When our words fail us

To be honest, I wasn’t going to write another column about the words that we say and what they mean.
But a discussion last weekend which turned into laughter about the nonsensical things we say left an impression.
And “to be honest”, that phrase was one thing that set me off.
Aren’t we all honest . . . all of the time?
And how about this one, “Well, to tell you the truth . . .” we begin. As if, what? That we normally don’t speak truthfully?
It seems to me that prefacing our words with those phrases calls our integrity into question.
Which means that you should: “Watch your back.” Darn it. What does that mean? I can’t really do that. I can’t even see my back, never mind watch it.
The other thing that is absurd is when people tell you that they were just about to say something – and then they say it.
You’re only in that place of being just about to say something for a second or two and to be honest, aren’t we all – always – just about to say something, given that none of us has taken a vow of silence?
No problem. I hate it when people say that to me. If everything is good, why mention any problem at all? I prefer: all good.
Why not state things in a positive way? I don’t drive to work every morning only to announce, “No accident!”
And then, the questions you ask, which may be out of place.
When people say, “I don’t want to talk about it,” they mostly don’t mean it. This answer usually prefaces full disclosure of some steamy story about a relationship break-up or a falling-out with a family member or friend.
Tip: when people tell you they don’t want to talk about something, jump in quickly with, “No problem!”
My best guess (as opposed to my worst guess) is that we don’t really like silence very much.  Nor do we want to take silent time to consider what we will say. We want to stay in the game and appear friendly, if we can.
We like those little word bridges that give us a chance to formulate what we will say next

.
Example: “Do you want to know what I think?” It is hard to say no to someone who asks you this, is it not?
When we edit articles for this newspaper, a lot of the time we cut, cut and cut some more. We do our best to avoid redundancies and even at that, sometimes things slip through in our rush to meet deadlines. Space has value and so we feel justified in reducing matters to their essence.
Imagine if we did that with our spoken words.
I have always noticed that a tendency to cough as I recover from a cold forces me to choose my words carefully. I speak less and yet somehow, life goes on. When I speak less, there is more time to listen and observe others.

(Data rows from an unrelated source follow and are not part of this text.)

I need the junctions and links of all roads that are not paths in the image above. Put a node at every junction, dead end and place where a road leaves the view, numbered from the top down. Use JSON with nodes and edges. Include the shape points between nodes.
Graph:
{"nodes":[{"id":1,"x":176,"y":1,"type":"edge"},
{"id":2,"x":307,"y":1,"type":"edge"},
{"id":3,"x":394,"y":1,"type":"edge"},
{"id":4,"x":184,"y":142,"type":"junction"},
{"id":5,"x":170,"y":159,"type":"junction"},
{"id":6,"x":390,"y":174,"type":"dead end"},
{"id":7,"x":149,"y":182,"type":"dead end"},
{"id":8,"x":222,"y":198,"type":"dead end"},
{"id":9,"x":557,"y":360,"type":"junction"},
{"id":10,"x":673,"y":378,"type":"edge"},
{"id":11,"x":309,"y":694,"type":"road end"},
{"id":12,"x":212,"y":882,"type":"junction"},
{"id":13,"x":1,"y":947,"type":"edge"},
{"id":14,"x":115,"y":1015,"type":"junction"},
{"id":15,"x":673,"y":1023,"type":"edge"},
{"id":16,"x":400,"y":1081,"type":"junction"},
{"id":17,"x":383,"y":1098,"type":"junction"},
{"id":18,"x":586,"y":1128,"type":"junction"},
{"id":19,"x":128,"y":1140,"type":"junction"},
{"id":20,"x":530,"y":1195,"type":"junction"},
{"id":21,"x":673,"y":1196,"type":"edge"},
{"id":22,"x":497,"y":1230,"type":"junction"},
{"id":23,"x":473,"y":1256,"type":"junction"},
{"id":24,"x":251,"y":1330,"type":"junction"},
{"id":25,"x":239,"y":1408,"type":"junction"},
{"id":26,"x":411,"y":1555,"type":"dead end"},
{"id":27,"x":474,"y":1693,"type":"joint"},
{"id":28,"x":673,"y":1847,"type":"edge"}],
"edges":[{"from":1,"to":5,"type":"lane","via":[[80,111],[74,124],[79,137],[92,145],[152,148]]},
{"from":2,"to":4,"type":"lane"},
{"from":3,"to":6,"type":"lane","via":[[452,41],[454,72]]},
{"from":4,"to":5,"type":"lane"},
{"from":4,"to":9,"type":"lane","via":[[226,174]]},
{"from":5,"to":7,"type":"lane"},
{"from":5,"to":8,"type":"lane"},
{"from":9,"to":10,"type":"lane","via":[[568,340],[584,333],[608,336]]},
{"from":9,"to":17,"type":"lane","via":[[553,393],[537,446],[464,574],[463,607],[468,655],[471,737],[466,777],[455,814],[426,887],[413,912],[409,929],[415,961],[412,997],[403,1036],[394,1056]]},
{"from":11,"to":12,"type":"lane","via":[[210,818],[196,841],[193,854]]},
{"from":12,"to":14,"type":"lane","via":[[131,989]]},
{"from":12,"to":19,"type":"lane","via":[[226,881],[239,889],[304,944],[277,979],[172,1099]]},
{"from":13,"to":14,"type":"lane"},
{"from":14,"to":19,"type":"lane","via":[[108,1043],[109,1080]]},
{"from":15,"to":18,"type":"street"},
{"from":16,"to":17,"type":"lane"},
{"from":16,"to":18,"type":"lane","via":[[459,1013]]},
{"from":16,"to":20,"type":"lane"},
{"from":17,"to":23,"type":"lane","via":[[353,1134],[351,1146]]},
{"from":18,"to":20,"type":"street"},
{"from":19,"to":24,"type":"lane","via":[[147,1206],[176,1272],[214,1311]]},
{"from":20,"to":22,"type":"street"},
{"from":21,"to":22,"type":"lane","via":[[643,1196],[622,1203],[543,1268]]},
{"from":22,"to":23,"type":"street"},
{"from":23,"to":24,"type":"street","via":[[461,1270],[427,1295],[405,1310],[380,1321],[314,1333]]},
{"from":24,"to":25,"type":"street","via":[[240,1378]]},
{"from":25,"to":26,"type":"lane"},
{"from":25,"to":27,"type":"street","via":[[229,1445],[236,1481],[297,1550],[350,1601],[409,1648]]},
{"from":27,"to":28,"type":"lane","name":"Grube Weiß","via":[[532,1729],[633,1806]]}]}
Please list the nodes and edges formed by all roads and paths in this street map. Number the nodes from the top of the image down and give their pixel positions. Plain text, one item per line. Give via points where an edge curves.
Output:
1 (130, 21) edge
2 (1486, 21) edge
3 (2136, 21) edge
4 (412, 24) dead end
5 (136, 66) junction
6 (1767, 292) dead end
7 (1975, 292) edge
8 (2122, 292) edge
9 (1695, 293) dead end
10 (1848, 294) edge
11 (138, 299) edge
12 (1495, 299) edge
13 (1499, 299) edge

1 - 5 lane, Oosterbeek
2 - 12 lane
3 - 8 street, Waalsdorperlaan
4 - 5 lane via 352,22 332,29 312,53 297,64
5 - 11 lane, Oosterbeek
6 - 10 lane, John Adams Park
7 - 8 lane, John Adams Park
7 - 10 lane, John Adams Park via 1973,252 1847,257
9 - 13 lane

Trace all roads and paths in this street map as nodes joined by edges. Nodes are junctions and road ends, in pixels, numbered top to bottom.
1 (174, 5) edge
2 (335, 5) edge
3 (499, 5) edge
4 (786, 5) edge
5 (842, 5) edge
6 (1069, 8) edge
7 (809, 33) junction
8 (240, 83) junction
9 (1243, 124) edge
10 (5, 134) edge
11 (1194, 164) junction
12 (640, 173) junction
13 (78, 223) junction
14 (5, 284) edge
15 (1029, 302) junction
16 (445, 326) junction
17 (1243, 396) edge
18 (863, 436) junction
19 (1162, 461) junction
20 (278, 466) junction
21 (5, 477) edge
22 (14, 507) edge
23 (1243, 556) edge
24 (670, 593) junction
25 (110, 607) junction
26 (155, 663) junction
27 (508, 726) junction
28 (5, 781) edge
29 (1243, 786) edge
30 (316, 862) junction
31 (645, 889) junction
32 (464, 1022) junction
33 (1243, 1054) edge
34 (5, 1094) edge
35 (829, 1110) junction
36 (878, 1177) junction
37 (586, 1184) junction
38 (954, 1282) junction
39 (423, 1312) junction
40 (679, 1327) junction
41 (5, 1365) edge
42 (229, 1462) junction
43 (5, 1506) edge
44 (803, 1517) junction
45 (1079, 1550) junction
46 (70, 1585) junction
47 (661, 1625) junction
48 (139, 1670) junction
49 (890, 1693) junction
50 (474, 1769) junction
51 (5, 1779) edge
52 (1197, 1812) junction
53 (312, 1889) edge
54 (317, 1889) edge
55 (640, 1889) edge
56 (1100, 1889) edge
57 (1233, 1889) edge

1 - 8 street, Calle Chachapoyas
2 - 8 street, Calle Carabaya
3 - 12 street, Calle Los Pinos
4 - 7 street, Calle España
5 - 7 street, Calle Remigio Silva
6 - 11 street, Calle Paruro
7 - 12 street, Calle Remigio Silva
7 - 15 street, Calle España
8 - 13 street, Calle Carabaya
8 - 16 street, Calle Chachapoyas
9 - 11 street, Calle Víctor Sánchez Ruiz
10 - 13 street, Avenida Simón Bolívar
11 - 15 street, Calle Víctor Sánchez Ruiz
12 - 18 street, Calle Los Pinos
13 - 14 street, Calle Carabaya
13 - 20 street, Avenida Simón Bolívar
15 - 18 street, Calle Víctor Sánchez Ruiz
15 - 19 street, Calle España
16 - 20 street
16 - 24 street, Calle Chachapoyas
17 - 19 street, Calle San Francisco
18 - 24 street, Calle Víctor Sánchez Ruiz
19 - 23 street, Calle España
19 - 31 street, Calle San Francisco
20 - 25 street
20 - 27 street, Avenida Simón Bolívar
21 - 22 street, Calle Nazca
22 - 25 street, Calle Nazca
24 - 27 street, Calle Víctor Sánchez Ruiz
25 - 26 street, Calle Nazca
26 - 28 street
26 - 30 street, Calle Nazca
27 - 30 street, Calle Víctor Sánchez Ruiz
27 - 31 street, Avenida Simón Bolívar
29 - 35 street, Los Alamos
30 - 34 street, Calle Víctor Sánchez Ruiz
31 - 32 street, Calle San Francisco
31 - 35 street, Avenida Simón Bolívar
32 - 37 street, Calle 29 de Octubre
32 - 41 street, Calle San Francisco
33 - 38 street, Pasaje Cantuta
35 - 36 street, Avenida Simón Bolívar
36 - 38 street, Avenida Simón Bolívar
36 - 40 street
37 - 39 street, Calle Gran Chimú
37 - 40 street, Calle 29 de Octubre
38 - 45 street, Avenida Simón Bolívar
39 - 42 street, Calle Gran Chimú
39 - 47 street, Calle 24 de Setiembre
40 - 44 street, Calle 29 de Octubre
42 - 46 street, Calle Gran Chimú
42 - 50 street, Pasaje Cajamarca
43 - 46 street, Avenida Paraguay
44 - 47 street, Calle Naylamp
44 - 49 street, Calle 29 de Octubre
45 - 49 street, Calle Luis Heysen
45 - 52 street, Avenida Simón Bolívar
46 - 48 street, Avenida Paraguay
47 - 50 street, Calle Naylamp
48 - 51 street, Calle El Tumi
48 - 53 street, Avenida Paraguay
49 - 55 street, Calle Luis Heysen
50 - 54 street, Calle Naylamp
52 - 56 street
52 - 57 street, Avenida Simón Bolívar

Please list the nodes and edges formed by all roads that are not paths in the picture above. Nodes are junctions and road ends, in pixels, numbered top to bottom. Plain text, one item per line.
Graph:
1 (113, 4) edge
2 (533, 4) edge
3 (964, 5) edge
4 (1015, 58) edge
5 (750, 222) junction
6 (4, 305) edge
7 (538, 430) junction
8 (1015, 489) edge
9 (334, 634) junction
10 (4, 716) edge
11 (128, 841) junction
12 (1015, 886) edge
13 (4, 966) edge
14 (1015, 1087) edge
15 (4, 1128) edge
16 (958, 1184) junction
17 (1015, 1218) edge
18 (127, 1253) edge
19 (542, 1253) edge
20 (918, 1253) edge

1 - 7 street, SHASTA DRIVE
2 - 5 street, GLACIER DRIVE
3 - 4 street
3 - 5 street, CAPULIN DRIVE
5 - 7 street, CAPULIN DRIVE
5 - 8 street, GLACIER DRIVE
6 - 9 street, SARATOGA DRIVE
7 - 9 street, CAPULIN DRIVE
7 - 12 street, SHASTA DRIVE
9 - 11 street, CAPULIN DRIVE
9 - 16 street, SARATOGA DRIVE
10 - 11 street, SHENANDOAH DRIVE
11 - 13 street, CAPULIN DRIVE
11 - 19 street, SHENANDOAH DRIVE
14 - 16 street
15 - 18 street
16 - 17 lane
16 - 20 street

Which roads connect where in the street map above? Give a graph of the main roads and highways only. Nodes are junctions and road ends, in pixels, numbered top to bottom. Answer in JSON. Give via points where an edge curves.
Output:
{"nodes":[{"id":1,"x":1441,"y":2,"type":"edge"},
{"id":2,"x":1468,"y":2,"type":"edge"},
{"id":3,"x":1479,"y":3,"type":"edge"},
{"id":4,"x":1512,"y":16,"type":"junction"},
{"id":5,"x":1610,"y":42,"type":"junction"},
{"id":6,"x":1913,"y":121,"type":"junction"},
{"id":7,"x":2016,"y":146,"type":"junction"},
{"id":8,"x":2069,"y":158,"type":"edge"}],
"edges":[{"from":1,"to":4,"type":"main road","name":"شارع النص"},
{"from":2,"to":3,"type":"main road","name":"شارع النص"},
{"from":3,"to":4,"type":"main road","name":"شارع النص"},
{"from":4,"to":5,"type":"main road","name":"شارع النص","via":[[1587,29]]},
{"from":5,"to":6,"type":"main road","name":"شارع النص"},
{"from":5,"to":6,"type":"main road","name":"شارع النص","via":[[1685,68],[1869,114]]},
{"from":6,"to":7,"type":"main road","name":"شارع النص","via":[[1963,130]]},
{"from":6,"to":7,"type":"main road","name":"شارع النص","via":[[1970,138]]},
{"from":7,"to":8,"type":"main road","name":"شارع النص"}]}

I had read about a reclusive author once; he refused to allow people to speak to him, requesting instead that anyone wanting to communicate with him write down what they had to say. This, he felt, would eliminate idle chit-chat and wasted words.
We live in a time of sharing and venting and personal disclosure – much of this done online in various ways – and I wonder if we have lost the ability to keep our own counsel. I wonder if we have lost the notion of thinking something over and delving into it on our own before making pronouncements and judgements about ourselves and others. Maybe it would be good to give ourselves the time to reflect on other points of view before we air our stories.
In the end, they are all stories, anyway.
I try to remember that people’s own truths come from their experience, not from mine.
One has to still the chatter within and the urge to share one’s own thoughts, in order to hear and understand what someone else is saying.
If you follow me.
But please don’t follow me. Because that’s not exactly what I mean, although if you did follow me, you could watch my back.